WHO: Ferrara would not name names, but says, “Our clients are celebrities, business persons, tourists or vacation homeowners.”
WHAT IT TAKES: “This job is unique; no other charter plane company in Hawaii utilizes a jet. We are the only charter company allowed to fly into the Princeville Airport (on Kauai’s North Shore), and we were the first and only jet, to my knowledge, to land at that field.”
“Our pilot requirements are similar to and, in some cases, exceed those of the airlines. All of our pilots have thousands of hours of flight time and we train every six months.”

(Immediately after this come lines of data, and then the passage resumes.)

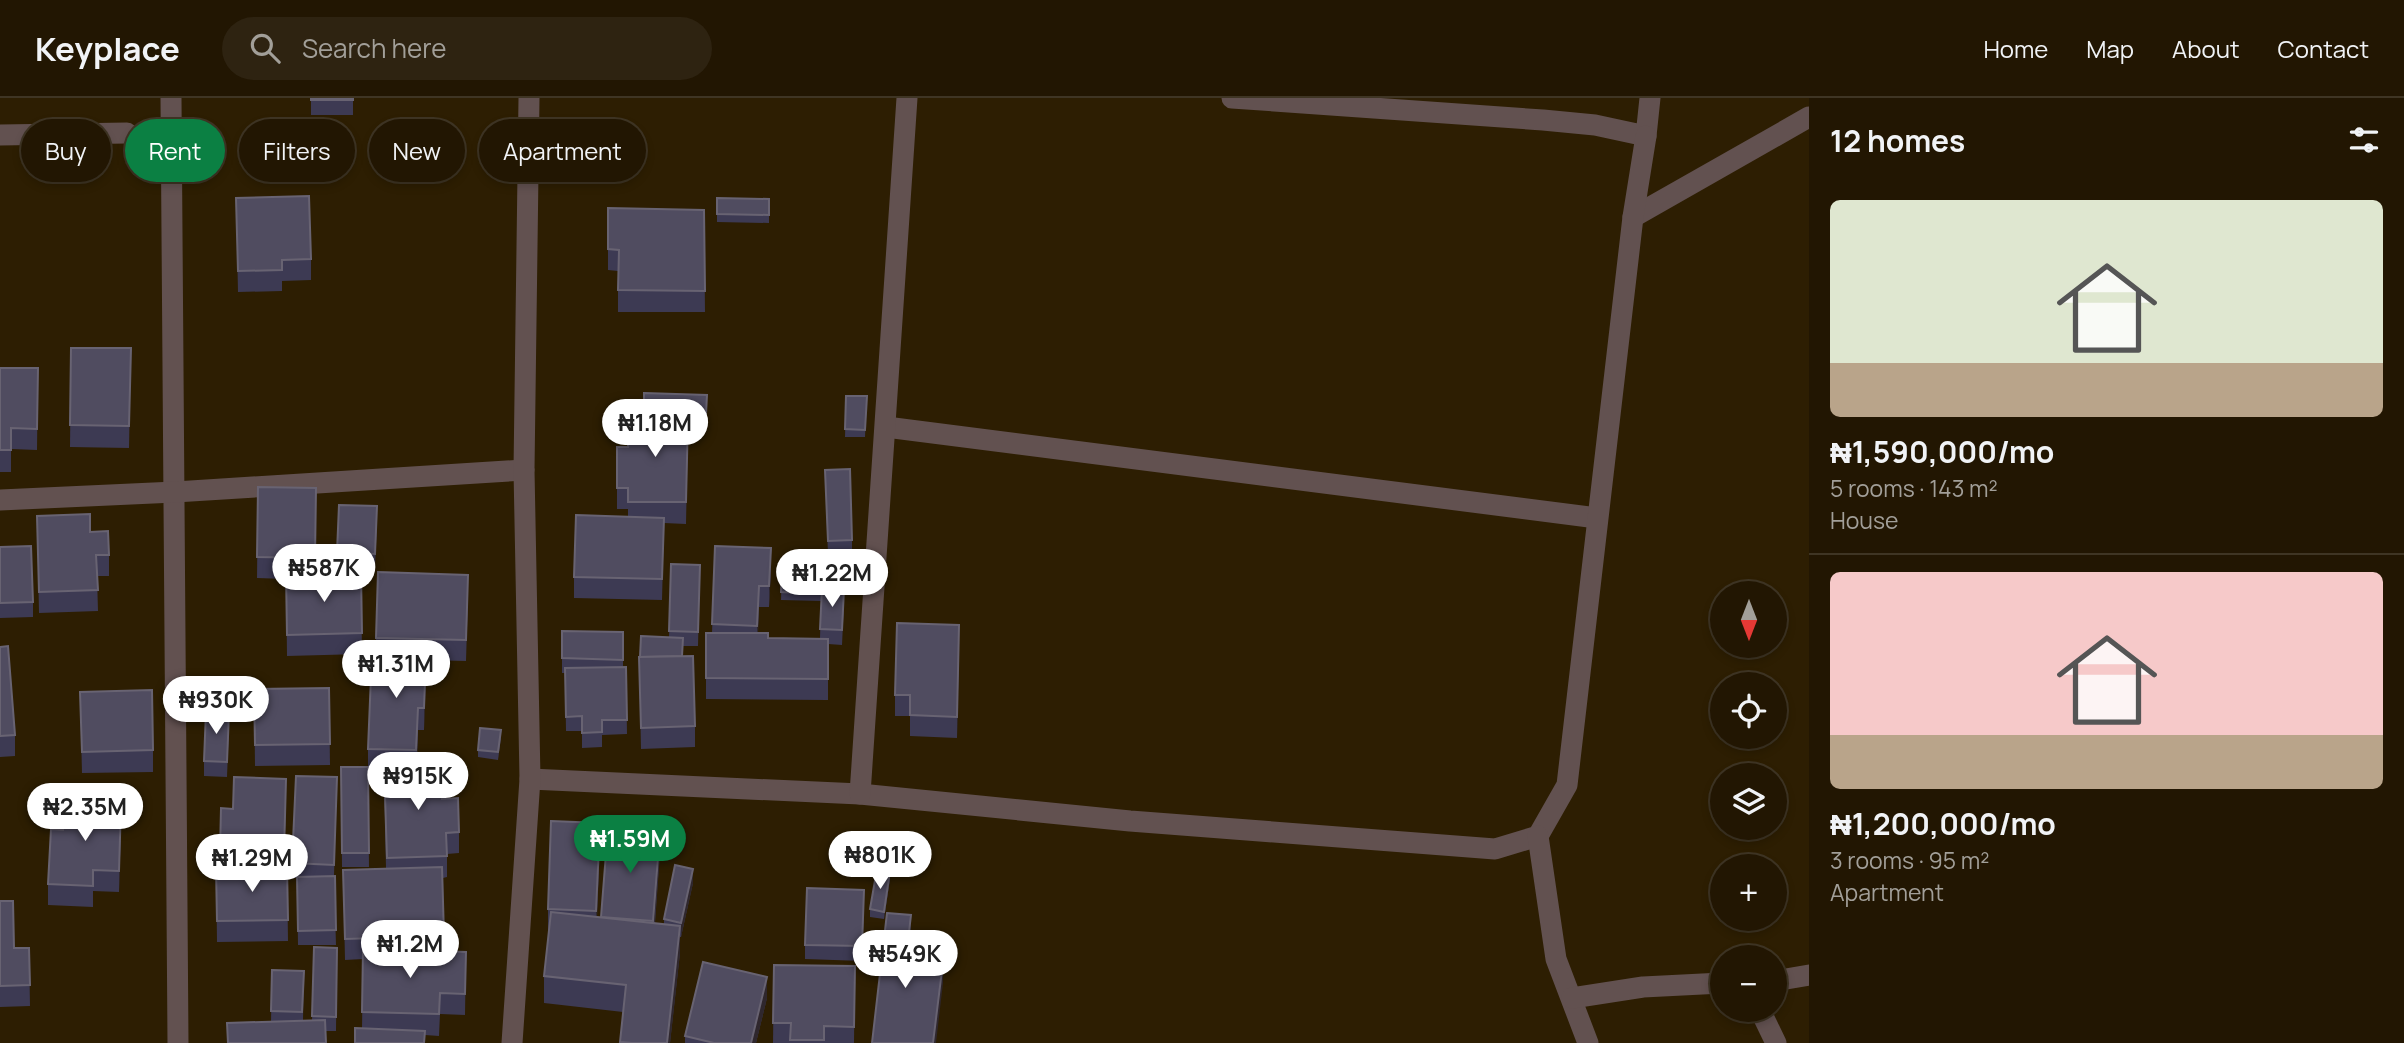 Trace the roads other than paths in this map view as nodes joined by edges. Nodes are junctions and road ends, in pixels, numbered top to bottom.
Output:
1 (171, 98) edge
2 (529, 98) edge
3 (907, 98) edge
4 (1232, 98) edge
5 (1650, 98) edge
6 (1292, 100) edge
7 (1809, 117) edge
8 (125, 133) edge
9 (0, 135) edge
10 (1646, 136) junction
11 (1633, 217) junction
12 (886, 427) junction
13 (524, 470) junction
14 (175, 492) junction
15 (0, 500) edge
16 (1597, 518) junction
17 (530, 779) junction
18 (860, 794) junction
19 (1538, 836) junction
20 (1809, 975) edge
21 (1787, 979) edge
22 (1710, 983) edge
23 (1572, 998) junction
24 (1766, 1022) edge
25 (178, 1043) edge
26 (512, 1043) edge
27 (1588, 1043) edge
28 (1776, 1043) edge

1 - 14 street
2 - 13 street
3 - 12 street
4 - 6 street
5 - 10 street
6 - 10 street
7 - 11 street
8 - 9 street
10 - 11 street
11 - 16 street
12 - 16 street
12 - 18 street
13 - 14 street
13 - 17 street
14 - 15 street
14 - 25 street
16 - 19 street
17 - 18 street
17 - 26 street
18 - 19 street
19 - 23 street
20 - 21 street
22 - 23 street
23 - 27 street
24 - 28 street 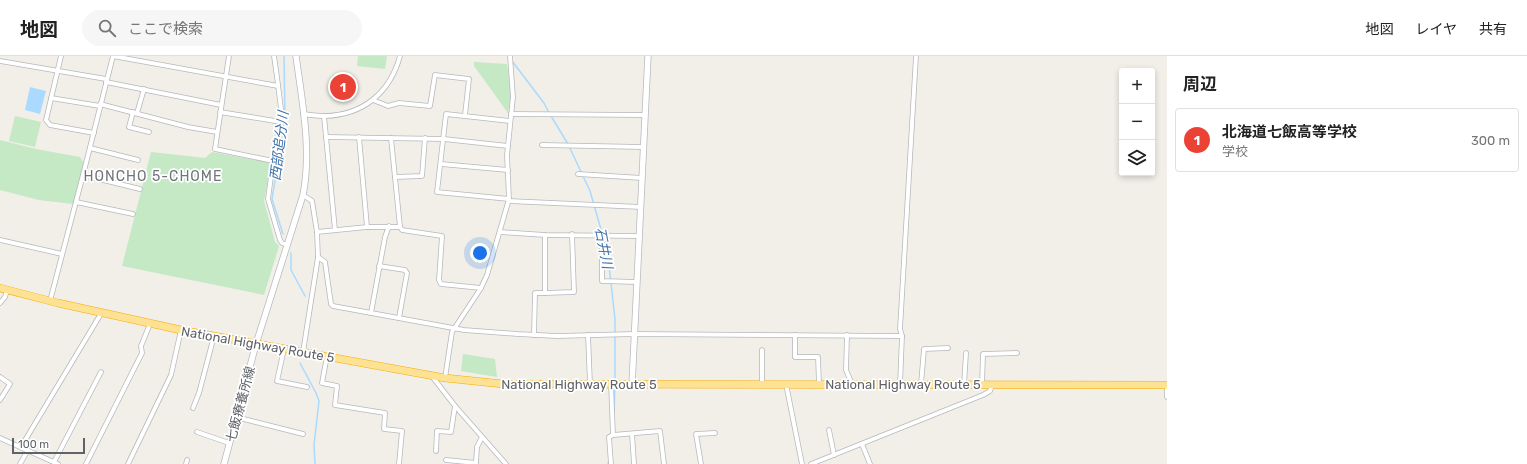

CHALLENGES: “Flying a jet aircraft in crowded skies requires quick reflexes and decision-making – you have to plan ahead. There is absolutely no room for mistakes. A common misconception is that you engage the autopilot and the plane flies itself. Not so.
“Naturally, our biggest fear is an accident or incident; our second biggest fear is screwing up. This is another reason we train as much as we do.”
TOUGHEST DAY: “My hardest day was at night in a Kona storm several years ago, with thunderstorms, lightning and icing. We experienced severe turbulence at 22,000 feet over Lanai on the way back to Honolulu at 2 a.m. I will never forget that. Lucky we were deadheading back with no passengers. We lost almost 2,000 feet of altitude.”